#### Work required:
Every line in the following data that has "linecap" counts toward the total; state that total alone.

#### Records for this task:
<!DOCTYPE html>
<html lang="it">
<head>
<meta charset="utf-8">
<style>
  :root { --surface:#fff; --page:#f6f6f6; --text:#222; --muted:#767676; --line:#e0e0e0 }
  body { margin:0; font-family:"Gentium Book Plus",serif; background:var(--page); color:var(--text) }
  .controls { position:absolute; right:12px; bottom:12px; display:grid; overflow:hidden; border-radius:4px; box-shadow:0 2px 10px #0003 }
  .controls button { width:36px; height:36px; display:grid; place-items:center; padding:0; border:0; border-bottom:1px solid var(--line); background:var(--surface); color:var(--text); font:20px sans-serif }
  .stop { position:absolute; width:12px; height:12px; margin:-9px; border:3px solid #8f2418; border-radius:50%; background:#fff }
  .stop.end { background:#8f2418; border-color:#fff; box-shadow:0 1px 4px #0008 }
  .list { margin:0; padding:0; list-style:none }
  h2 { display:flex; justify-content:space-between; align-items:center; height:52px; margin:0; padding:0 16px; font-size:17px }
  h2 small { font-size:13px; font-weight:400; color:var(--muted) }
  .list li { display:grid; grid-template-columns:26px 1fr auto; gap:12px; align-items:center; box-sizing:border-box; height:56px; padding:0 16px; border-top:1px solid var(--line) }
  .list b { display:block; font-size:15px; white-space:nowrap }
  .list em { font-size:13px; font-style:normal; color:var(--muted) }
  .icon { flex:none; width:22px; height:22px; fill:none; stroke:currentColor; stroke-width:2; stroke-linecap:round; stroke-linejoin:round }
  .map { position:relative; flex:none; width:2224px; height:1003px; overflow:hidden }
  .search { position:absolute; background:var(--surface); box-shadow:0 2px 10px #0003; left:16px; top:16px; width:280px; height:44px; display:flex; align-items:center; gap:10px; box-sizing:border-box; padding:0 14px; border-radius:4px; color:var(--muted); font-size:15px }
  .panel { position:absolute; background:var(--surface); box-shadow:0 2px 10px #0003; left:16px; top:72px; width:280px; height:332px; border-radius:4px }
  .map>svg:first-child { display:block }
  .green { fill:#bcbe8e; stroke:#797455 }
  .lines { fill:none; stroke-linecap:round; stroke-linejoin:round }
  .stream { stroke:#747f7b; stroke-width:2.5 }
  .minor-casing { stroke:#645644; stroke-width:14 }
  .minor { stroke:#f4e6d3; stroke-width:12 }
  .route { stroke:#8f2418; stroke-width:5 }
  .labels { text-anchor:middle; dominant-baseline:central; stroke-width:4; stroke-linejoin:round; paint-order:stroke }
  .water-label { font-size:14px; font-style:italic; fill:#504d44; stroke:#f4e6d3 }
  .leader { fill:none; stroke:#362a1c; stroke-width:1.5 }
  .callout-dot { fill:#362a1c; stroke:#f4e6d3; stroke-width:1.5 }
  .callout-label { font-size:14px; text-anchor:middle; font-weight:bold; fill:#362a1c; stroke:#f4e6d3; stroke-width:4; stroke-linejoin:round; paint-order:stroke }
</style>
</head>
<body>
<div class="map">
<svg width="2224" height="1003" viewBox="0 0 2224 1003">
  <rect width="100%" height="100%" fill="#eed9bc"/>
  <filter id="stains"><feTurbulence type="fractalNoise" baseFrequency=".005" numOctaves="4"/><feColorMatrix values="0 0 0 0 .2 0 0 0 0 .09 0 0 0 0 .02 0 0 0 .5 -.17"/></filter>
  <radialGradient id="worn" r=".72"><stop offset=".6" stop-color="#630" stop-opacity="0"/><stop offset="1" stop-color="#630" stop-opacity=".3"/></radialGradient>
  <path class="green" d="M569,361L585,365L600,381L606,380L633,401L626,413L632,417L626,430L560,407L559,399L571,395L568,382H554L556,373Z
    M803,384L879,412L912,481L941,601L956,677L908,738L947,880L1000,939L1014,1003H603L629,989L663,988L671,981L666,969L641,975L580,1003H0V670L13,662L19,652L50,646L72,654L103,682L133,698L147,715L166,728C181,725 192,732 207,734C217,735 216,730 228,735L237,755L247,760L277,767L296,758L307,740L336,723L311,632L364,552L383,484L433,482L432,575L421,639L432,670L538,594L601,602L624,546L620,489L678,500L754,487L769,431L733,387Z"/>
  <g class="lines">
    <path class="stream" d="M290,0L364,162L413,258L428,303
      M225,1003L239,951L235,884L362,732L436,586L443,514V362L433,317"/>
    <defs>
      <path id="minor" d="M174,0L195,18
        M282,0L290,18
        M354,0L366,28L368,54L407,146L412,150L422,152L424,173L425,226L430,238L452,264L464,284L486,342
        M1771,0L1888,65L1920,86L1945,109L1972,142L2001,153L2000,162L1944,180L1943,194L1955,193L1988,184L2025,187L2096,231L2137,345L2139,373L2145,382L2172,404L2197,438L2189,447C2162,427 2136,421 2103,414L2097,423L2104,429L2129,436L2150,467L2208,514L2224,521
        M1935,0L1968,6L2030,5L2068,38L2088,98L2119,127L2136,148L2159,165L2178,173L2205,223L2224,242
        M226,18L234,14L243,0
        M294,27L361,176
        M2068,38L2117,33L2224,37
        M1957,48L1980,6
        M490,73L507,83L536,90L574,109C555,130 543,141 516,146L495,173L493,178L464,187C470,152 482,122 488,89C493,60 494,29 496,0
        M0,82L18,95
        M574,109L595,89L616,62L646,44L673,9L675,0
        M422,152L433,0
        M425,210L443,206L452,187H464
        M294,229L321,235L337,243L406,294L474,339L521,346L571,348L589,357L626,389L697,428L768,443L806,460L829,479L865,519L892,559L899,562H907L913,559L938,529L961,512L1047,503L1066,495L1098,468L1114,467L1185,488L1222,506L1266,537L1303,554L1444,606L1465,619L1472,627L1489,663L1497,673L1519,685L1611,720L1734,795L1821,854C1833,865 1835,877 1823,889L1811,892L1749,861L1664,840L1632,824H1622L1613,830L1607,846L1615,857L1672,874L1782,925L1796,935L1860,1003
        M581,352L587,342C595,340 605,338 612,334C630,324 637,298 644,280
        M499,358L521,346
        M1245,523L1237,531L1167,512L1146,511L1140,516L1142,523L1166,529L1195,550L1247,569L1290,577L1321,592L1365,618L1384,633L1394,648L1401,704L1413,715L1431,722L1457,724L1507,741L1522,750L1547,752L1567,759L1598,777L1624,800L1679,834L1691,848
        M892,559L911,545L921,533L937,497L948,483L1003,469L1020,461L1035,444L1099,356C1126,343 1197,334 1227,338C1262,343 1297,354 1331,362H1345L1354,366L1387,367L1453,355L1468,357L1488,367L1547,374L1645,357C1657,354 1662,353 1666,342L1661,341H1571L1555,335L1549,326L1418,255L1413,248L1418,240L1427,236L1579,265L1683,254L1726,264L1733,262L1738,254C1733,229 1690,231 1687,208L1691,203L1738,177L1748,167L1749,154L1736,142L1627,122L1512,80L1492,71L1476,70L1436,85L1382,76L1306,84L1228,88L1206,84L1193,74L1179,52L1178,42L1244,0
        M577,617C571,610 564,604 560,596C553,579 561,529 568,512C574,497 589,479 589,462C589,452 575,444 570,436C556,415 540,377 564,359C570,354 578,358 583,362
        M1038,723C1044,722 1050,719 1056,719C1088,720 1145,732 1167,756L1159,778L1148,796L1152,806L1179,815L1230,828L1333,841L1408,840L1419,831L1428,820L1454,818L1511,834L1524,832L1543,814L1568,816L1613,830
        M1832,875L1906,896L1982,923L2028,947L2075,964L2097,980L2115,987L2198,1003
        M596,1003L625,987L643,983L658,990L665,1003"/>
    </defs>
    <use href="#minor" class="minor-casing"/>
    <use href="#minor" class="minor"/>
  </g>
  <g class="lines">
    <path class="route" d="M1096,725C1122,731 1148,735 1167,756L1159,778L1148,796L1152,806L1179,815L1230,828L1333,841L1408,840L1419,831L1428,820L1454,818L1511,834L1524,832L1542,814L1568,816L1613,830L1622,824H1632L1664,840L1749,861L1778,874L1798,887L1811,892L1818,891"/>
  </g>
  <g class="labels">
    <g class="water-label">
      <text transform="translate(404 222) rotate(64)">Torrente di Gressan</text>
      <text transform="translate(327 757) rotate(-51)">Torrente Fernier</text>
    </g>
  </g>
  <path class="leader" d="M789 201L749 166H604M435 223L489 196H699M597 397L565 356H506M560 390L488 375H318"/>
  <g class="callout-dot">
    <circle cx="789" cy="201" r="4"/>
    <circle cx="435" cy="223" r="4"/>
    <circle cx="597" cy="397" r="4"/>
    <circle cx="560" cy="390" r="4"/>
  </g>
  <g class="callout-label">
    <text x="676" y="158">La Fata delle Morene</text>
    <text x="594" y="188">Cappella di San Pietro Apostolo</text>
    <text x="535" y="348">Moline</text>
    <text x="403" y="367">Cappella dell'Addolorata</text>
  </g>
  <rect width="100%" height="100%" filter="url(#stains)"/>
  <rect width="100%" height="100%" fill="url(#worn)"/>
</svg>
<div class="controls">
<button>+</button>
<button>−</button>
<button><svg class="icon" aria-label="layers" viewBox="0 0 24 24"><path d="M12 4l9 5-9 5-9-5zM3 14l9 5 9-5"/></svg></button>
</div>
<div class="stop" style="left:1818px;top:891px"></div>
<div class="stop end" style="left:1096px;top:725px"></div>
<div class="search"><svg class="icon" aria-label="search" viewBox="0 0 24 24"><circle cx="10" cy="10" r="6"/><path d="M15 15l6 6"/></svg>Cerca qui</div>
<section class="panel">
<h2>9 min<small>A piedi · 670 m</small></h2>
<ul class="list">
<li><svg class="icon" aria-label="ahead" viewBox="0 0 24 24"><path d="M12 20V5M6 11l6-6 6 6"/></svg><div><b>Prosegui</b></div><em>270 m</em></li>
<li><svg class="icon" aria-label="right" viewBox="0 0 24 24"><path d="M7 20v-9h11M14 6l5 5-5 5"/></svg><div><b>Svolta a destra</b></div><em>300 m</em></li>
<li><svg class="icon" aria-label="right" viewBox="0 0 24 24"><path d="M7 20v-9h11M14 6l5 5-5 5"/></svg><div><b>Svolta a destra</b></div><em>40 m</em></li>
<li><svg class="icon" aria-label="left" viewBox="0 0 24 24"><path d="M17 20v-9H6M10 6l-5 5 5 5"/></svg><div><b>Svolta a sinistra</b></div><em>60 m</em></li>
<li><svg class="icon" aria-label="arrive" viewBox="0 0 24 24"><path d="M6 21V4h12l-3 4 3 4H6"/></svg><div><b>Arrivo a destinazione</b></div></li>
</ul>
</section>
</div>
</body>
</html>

#### Response below:
2